Records drawn from a dataset
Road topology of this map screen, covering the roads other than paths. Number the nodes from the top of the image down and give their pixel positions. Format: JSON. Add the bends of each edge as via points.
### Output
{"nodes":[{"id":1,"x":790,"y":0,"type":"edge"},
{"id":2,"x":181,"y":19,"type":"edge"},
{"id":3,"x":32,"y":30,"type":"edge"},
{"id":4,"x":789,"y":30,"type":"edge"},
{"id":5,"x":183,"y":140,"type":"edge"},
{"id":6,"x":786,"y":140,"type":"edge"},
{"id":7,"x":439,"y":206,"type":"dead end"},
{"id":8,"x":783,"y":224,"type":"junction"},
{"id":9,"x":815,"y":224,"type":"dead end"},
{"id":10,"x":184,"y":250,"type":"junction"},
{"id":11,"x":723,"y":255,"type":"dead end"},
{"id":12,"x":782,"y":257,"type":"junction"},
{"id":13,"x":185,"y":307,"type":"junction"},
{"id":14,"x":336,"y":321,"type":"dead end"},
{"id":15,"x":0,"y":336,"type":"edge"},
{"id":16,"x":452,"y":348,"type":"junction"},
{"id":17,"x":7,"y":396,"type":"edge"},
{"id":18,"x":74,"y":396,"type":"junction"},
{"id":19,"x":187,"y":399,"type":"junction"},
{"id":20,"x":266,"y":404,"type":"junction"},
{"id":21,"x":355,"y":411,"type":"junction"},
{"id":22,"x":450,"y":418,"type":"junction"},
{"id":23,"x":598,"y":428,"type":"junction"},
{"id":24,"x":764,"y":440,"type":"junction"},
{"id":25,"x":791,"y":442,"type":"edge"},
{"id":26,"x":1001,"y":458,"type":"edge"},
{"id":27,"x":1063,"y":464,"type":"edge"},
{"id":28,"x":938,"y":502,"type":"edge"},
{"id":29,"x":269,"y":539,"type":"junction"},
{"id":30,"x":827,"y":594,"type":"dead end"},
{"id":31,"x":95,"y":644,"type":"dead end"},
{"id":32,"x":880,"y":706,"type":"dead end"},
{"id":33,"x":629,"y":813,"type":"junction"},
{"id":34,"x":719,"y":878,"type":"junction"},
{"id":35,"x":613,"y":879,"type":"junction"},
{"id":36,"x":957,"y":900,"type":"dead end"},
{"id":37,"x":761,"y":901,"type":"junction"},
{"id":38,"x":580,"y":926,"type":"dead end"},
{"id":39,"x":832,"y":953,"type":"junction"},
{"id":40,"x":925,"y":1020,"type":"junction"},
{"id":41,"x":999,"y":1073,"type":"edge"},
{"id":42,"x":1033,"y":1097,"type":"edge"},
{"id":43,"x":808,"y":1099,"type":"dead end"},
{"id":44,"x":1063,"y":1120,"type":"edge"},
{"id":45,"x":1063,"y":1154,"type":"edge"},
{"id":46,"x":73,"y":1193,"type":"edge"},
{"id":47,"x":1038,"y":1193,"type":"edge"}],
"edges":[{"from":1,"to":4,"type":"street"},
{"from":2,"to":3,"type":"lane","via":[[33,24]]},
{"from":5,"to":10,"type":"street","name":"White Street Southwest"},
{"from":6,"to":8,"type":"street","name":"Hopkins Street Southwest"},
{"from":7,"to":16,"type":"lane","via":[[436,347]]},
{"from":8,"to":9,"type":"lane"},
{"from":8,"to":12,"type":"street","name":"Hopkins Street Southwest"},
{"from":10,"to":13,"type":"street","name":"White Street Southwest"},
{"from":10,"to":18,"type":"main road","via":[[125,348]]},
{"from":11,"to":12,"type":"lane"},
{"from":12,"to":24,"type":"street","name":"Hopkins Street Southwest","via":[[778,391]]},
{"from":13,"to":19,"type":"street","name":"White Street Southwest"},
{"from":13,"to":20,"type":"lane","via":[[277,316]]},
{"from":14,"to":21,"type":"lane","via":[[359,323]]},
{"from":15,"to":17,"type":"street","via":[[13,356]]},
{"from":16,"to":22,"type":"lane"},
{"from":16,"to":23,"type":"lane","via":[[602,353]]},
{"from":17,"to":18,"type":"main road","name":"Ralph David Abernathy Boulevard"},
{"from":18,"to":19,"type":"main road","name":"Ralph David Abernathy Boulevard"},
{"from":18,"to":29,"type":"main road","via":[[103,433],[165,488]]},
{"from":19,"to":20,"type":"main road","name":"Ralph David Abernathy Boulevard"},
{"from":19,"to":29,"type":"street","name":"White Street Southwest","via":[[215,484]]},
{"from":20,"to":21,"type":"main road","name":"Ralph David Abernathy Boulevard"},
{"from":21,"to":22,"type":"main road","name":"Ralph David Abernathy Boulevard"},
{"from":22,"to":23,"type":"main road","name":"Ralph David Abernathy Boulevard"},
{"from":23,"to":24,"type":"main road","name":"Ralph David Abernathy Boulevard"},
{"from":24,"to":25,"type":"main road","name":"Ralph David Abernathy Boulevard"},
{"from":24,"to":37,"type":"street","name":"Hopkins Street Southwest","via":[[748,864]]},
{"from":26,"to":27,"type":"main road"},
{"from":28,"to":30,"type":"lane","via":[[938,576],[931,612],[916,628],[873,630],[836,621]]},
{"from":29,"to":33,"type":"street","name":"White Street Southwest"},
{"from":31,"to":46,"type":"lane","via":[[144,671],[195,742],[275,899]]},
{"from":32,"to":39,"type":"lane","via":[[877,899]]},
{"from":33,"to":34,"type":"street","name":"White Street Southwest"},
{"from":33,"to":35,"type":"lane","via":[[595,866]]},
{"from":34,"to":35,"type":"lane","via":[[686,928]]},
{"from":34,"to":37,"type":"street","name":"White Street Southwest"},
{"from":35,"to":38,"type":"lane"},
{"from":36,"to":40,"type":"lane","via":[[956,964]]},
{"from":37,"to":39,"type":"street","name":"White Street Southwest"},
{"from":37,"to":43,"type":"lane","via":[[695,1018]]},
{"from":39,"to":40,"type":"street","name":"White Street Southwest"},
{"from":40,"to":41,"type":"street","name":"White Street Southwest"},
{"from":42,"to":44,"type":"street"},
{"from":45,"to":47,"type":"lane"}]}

What you are asked to do: Recopy the entries above in their entirety, exactly.

Answer box:
Road topology of this map screen, covering the roads other than paths. Number the nodes from the top of the image down and give their pixel positions. Format: JSON. Add the bends of each edge as via points.
### Output
{"nodes":[{"id":1,"x":790,"y":0,"type":"edge"},
{"id":2,"x":181,"y":19,"type":"edge"},
{"id":3,"x":32,"y":30,"type":"edge"},
{"id":4,"x":789,"y":30,"type":"edge"},
{"id":5,"x":183,"y":140,"type":"edge"},
{"id":6,"x":786,"y":140,"type":"edge"},
{"id":7,"x":439,"y":206,"type":"dead end"},
{"id":8,"x":783,"y":224,"type":"junction"},
{"id":9,"x":815,"y":224,"type":"dead end"},
{"id":10,"x":184,"y":250,"type":"junction"},
{"id":11,"x":723,"y":255,"type":"dead end"},
{"id":12,"x":782,"y":257,"type":"junction"},
{"id":13,"x":185,"y":307,"type":"junction"},
{"id":14,"x":336,"y":321,"type":"dead end"},
{"id":15,"x":0,"y":336,"type":"edge"},
{"id":16,"x":452,"y":348,"type":"junction"},
{"id":17,"x":7,"y":396,"type":"edge"},
{"id":18,"x":74,"y":396,"type":"junction"},
{"id":19,"x":187,"y":399,"type":"junction"},
{"id":20,"x":266,"y":404,"type":"junction"},
{"id":21,"x":355,"y":411,"type":"junction"},
{"id":22,"x":450,"y":418,"type":"junction"},
{"id":23,"x":598,"y":428,"type":"junction"},
{"id":24,"x":764,"y":440,"type":"junction"},
{"id":25,"x":791,"y":442,"type":"edge"},
{"id":26,"x":1001,"y":458,"type":"edge"},
{"id":27,"x":1063,"y":464,"type":"edge"},
{"id":28,"x":938,"y":502,"type":"edge"},
{"id":29,"x":269,"y":539,"type":"junction"},
{"id":30,"x":827,"y":594,"type":"dead end"},
{"id":31,"x":95,"y":644,"type":"dead end"},
{"id":32,"x":880,"y":706,"type":"dead end"},
{"id":33,"x":629,"y":813,"type":"junction"},
{"id":34,"x":719,"y":878,"type":"junction"},
{"id":35,"x":613,"y":879,"type":"junction"},
{"id":36,"x":957,"y":900,"type":"dead end"},
{"id":37,"x":761,"y":901,"type":"junction"},
{"id":38,"x":580,"y":926,"type":"dead end"},
{"id":39,"x":832,"y":953,"type":"junction"},
{"id":40,"x":925,"y":1020,"type":"junction"},
{"id":41,"x":999,"y":1073,"type":"edge"},
{"id":42,"x":1033,"y":1097,"type":"edge"},
{"id":43,"x":808,"y":1099,"type":"dead end"},
{"id":44,"x":1063,"y":1120,"type":"edge"},
{"id":45,"x":1063,"y":1154,"type":"edge"},
{"id":46,"x":73,"y":1193,"type":"edge"},
{"id":47,"x":1038,"y":1193,"type":"edge"}],
"edges":[{"from":1,"to":4,"type":"street"},
{"from":2,"to":3,"type":"lane","via":[[33,24]]},
{"from":5,"to":10,"type":"street","name":"White Street Southwest"},
{"from":6,"to":8,"type":"street","name":"Hopkins Street Southwest"},
{"from":7,"to":16,"type":"lane","via":[[436,347]]},
{"from":8,"to":9,"type":"lane"},
{"from":8,"to":12,"type":"street","name":"Hopkins Street Southwest"},
{"from":10,"to":13,"type":"street","name":"White Street Southwest"},
{"from":10,"to":18,"type":"main road","via":[[125,348]]},
{"from":11,"to":12,"type":"lane"},
{"from":12,"to":24,"type":"street","name":"Hopkins Street Southwest","via":[[778,391]]},
{"from":13,"to":19,"type":"street","name":"White Street Southwest"},
{"from":13,"to":20,"type":"lane","via":[[277,316]]},
{"from":14,"to":21,"type":"lane","via":[[359,323]]},
{"from":15,"to":17,"type":"street","via":[[13,356]]},
{"from":16,"to":22,"type":"lane"},
{"from":16,"to":23,"type":"lane","via":[[602,353]]},
{"from":17,"to":18,"type":"main road","name":"Ralph David Abernathy Boulevard"},
{"from":18,"to":19,"type":"main road","name":"Ralph David Abernathy Boulevard"},
{"from":18,"to":29,"type":"main road","via":[[103,433],[165,488]]},
{"from":19,"to":20,"type":"main road","name":"Ralph David Abernathy Boulevard"},
{"from":19,"to":29,"type":"street","name":"White Street Southwest","via":[[215,484]]},
{"from":20,"to":21,"type":"main road","name":"Ralph David Abernathy Boulevard"},
{"from":21,"to":22,"type":"main road","name":"Ralph David Abernathy Boulevard"},
{"from":22,"to":23,"type":"main road","name":"Ralph David Abernathy Boulevard"},
{"from":23,"to":24,"type":"main road","name":"Ralph David Abernathy Boulevard"},
{"from":24,"to":25,"type":"main road","name":"Ralph David Abernathy Boulevard"},
{"from":24,"to":37,"type":"street","name":"Hopkins Street Southwest","via":[[748,864]]},
{"from":26,"to":27,"type":"main road"},
{"from":28,"to":30,"type":"lane","via":[[938,576],[931,612],[916,628],[873,630],[836,621]]},
{"from":29,"to":33,"type":"street","name":"White Street Southwest"},
{"from":31,"to":46,"type":"lane","via":[[144,671],[195,742],[275,899]]},
{"from":32,"to":39,"type":"lane","via":[[877,899]]},
{"from":33,"to":34,"type":"street","name":"White Street Southwest"},
{"from":33,"to":35,"type":"lane","via":[[595,866]]},
{"from":34,"to":35,"type":"lane","via":[[686,928]]},
{"from":34,"to":37,"type":"street","name":"White Street Southwest"},
{"from":35,"to":38,"type":"lane"},
{"from":36,"to":40,"type":"lane","via":[[956,964]]},
{"from":37,"to":39,"type":"street","name":"White Street Southwest"},
{"from":37,"to":43,"type":"lane","via":[[695,1018]]},
{"from":39,"to":40,"type":"street","name":"White Street Southwest"},
{"from":40,"to":41,"type":"street","name":"White Street Southwest"},
{"from":42,"to":44,"type":"street"},
{"from":45,"to":47,"type":"lane"}]}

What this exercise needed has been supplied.